- [TASK ITEM] Filter the entries down to the lines holding "dead", then copy those lines.

++++ DATA EXTRACT ++++

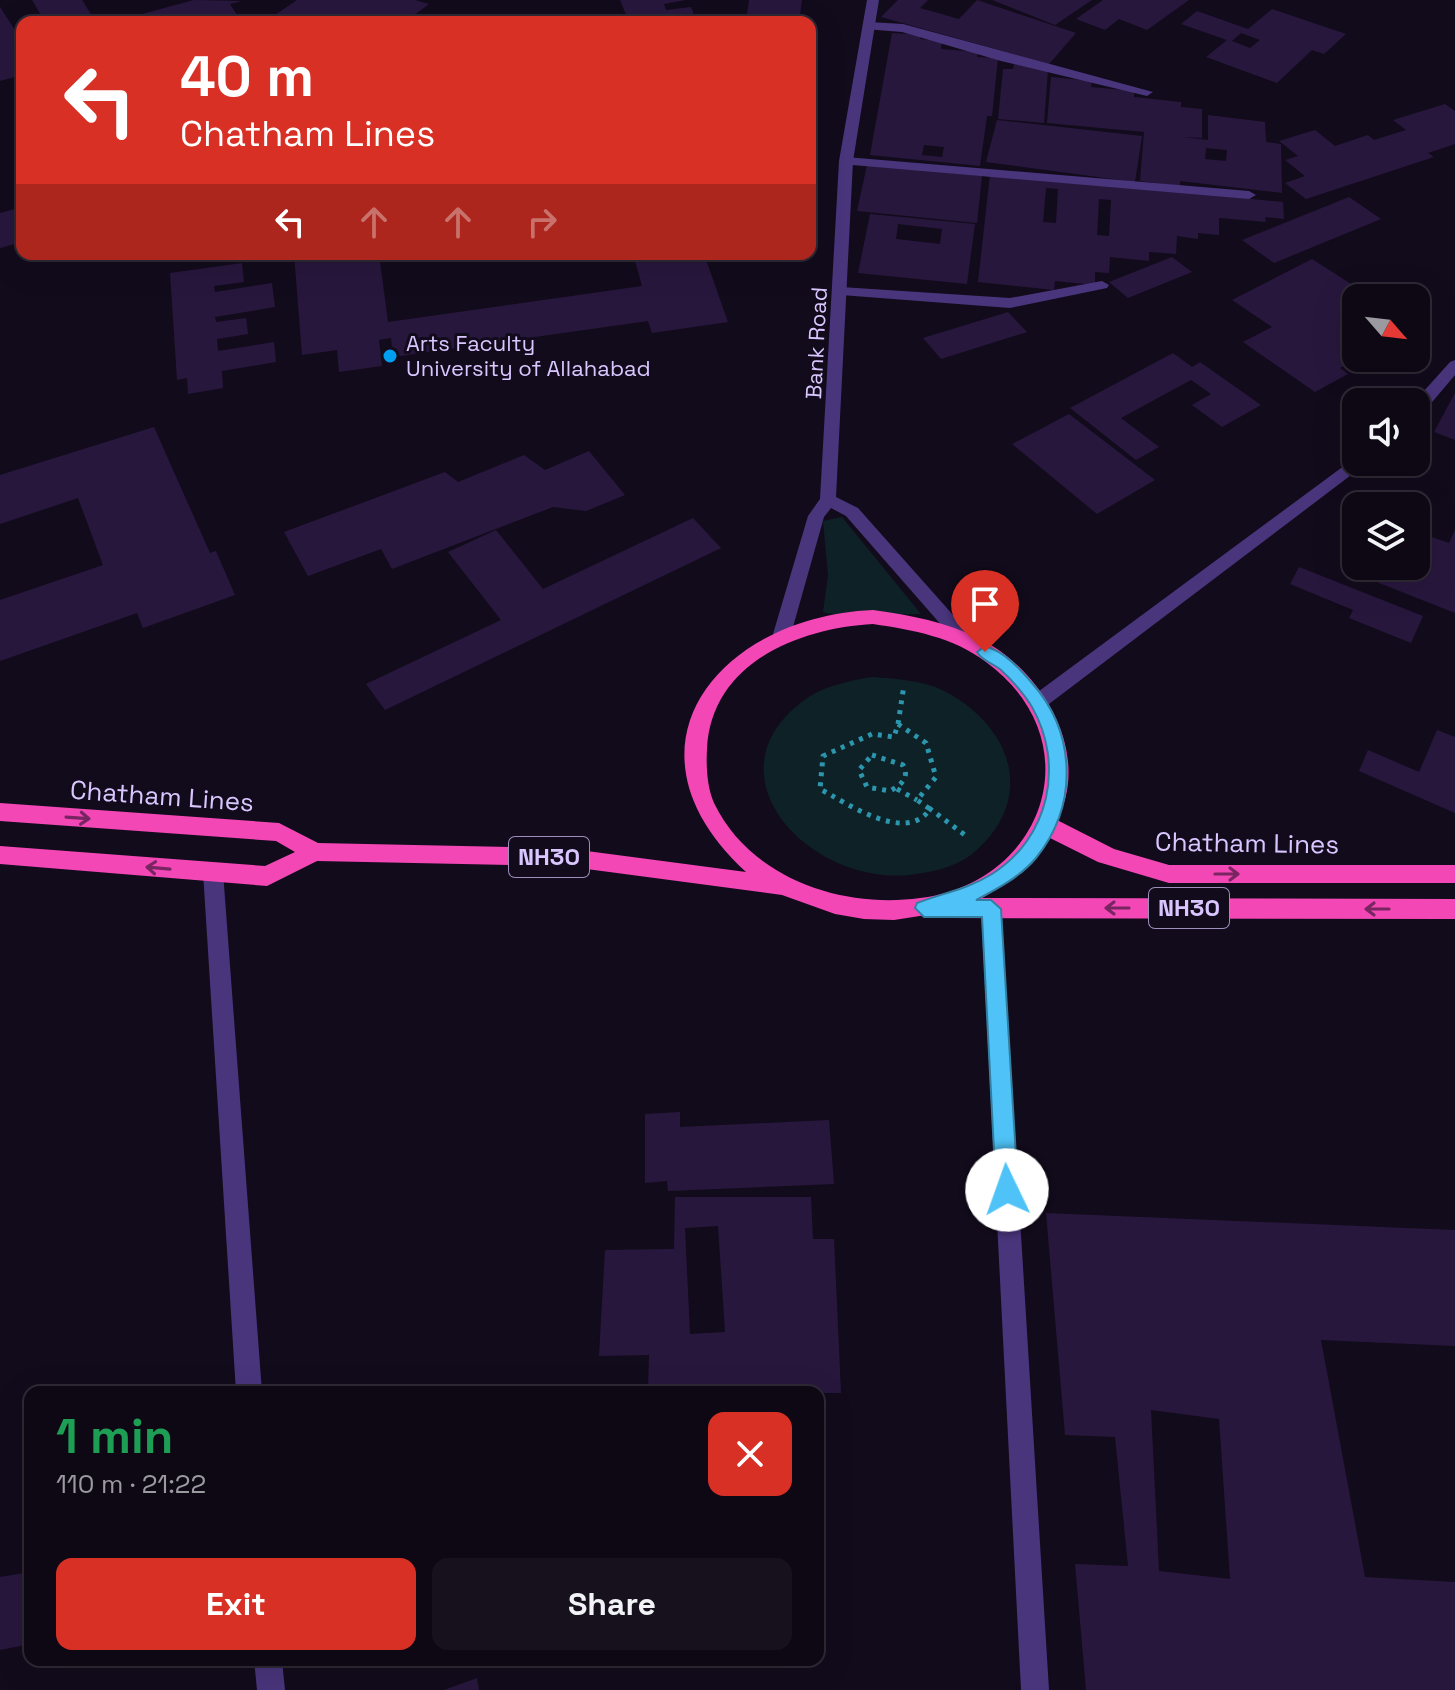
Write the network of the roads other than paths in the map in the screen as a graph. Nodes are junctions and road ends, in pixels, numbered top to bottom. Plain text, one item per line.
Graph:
1 (873, 0) edge
2 (869, 26) junction
3 (1147, 92) dead end
4 (846, 161) junction
5 (1249, 195) dead end
6 (1102, 285) dead end
7 (841, 291) junction
8 (1455, 365) edge
9 (1430, 394) edge
10 (1342, 473) edge
11 (828, 500) junction
12 (782, 634) junction
13 (963, 638) junction
14 (1038, 702) junction
15 (0, 812) edge
16 (1047, 825) junction
17 (315, 852) junction
18 (0, 855) edge
19 (213, 872) junction
20 (1455, 874) edge
21 (782, 886) junction
22 (924, 908) junction
23 (991, 909) junction
24 (1455, 909) edge
25 (249, 1386) edge
26 (269, 1666) edge
27 (271, 1690) edge
28 (1035, 1690) edge

1 - 2 street, Bank Road
2 - 3 street
2 - 4 street, Bank Road
4 - 5 street
4 - 7 street, Bank Road
6 - 7 street
7 - 11 street, Bank Road
8 - 9 street
10 - 14 street
11 - 12 street, Bank Road
11 - 13 street
12 - 13 highway, Chatham Lines / NH30
12 - 21 highway, Chatham Lines / NH30
13 - 14 highway, Chatham Lines / NH30
14 - 16 highway, Chatham Lines / NH30
15 -> 17 highway, Chatham Lines / NH30
16 -> 20 highway, Chatham Lines / NH30
16 - 22 highway, Chatham Lines / NH30
17 - 19 highway, Chatham Lines / NH30
17 - 21 highway, Chatham Lines / NH30
19 -> 18 highway, Chatham Lines / NH30
19 - 25 street
21 - 22 highway, Chatham Lines / NH30
22 - 23 highway, Chatham Lines / NH30
24 -> 23 highway, Chatham Lines / NH30
23 - 28 street
26 - 27 street

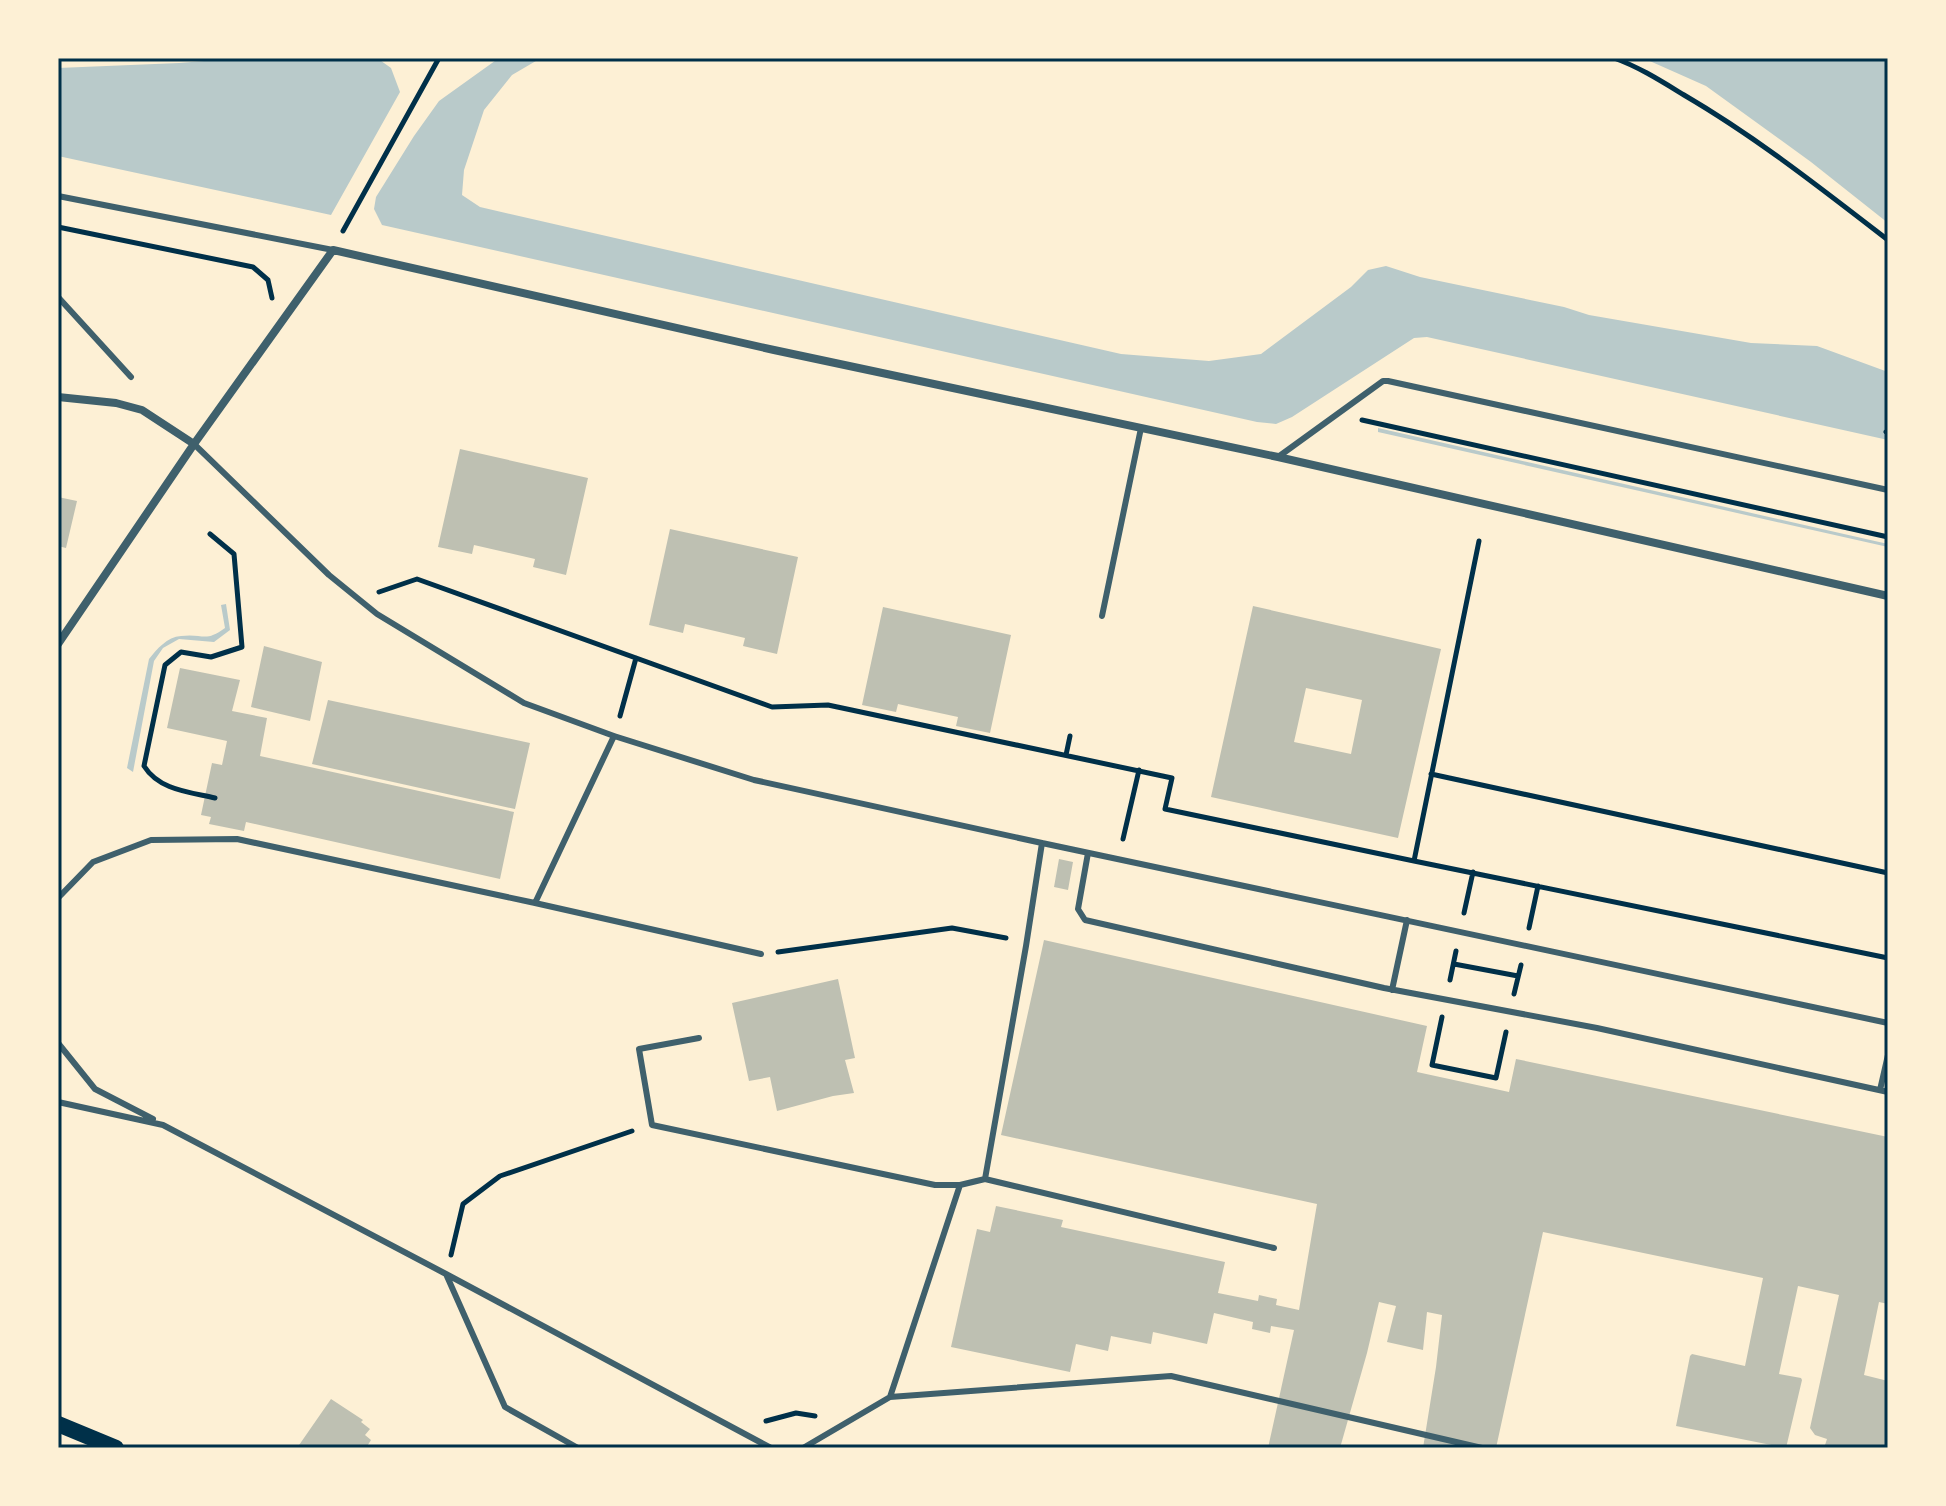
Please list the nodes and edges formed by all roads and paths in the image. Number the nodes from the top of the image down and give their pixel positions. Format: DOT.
graph roads {
  1 [pos="439,58"];
  2 [pos="1614,58"];
  3 [pos="58,196"];
  4 [pos="58,227"];
  5 [pos="1888,240"];
  6 [pos="333,250"];
  7 [pos="58,297"];
  8 [pos="268,306"];
  9 [pos="131,377"];
  10 [pos="58,397"];
  11 [pos="1335,416"];
  12 [pos="1141,428"];
  13 [pos="194,444"];
  14 [pos="1278,457"];
  15 [pos="1888,490"];
  16 [pos="210,534"];
  17 [pos="1888,537"];
  18 [pos="1479,541"];
  19 [pos="1888,596"];
  20 [pos="358,599"];
  21 [pos="1102,616"];
  22 [pos="58,644"];
  23 [pos="636,658"];
  24 [pos="614,736"];
  25 [pos="1070,736"];
  26 [pos="1066,755"];
  27 [pos="1139,770"];
  28 [pos="1431,774"];
  29 [pos="215,798"];
  30 [pos="1042,843"];
  31 [pos="1088,853"];
  32 [pos="1119,858"];
  33 [pos="1414,861"];
  34 [pos="1888,873"];
  35 [pos="58,898"];
  36 [pos="535,903"];
  37 [pos="1407,920"];
  38 [pos="1026,942"];
  39 [pos="761,954"];
  40 [pos="1888,958"];
  41 [pos="1454,964"];
  42 [pos="1518,976"];
  43 [pos="1392,990"];
  44 [pos="1888,1023"];
  45 [pos="699,1038"];
  46 [pos="58,1043"];
  47 [pos="1888,1055"];
  48 [pos="1884,1091"];
  49 [pos="58,1102"];
  50 [pos="163,1125"];
  51 [pos="652,1125"];
  52 [pos="985,1179"];
  53 [pos="960,1185"];
  54 [pos="1274,1248"];
  55 [pos="446,1274"];
  56 [pos="890,1397"];
  57 [pos="848,1422"];
  58 [pos="58,1424"];
  59 [pos="734,1428"];
  60 [pos="116,1448"];
  61 [pos="578,1448"];
  62 [pos="771,1448"];
  63 [pos="803,1448"];
  64 [pos="1482,1448"];
  1 -- 6 [label="path"];
  2 -- 5 [label="path"];
  3 -- 6 [label="lane"];
  4 -- 8 [label="path"];
  6 -- 12 [label="street"];
  6 -- 13 [label="street"];
  7 -- 9 [label="lane"];
  10 -- 13 [label="street"];
  11 -- 14 [label="lane"];
  11 -- 15 [label="lane"];
  11 -- 17 [label="path"];
  12 -- 14 [label="street"];
  12 -- 21 [label="lane"];
  13 -- 20 [label="lane"];
  13 -- 22 [label="street"];
  14 -- 19 [label="street"];
  16 -- 29 [label="path"];
  18 -- 28 [label="path"];
  20 -- 23 [label="path"];
  20 -- 24 [label="lane"];
  23 -- 24 [label="path"];
  23 -- 26 [label="path"];
  24 -- 30 [label="lane"];
  24 -- 36 [label="lane"];
  25 -- 26 [label="path"];
  26 -- 27 [label="path"];
  27 -- 32 [label="path"];
  27 -- 33 [label="path"];
  28 -- 33 [label="path"];
  28 -- 34 [label="path"];
  30 -- 31 [label="lane"];
  30 -- 38 [label="lane"];
  31 -- 32 [label="lane"];
  31 -- 43 [label="lane"];
  32 -- 37 [label="lane"];
  33 -- 40 [label="path"];
  35 -- 36 [label="lane"];
  36 -- 39 [label="lane"];
  37 -- 43 [label="lane"];
  37 -- 44 [label="lane"];
  38 -- 39 [label="path"];
  38 -- 52 [label="lane"];
  41 -- 42 [label="path"];
  43 -- 48 [label="lane"];
  45 -- 51 [label="lane"];
  46 -- 50 [label="lane"];
  47 -- 48 [label="lane"];
  49 -- 50 [label="lane"];
  50 -- 55 [label="lane"];
  51 -- 53 [label="lane"];
  51 -- 55 [label="path"];
  52 -- 53 [label="lane"];
  52 -- 54 [label="lane"];
  53 -- 56 [label="lane"];
  55 -- 59 [label="lane"];
  55 -- 61 [label="lane"];
  56 -- 57 [label="lane"];
  56 -- 64 [label="lane"];
  57 -- 59 [label="path"];
  57 -- 63 [label="lane"];
  58 -- 60 [label="main road"];
  59 -- 62 [label="lane"];
}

++++

- [PROBLEM SOLUTION]
3 (1147, 92) dead end
5 (1249, 195) dead end
6 (1102, 285) dead end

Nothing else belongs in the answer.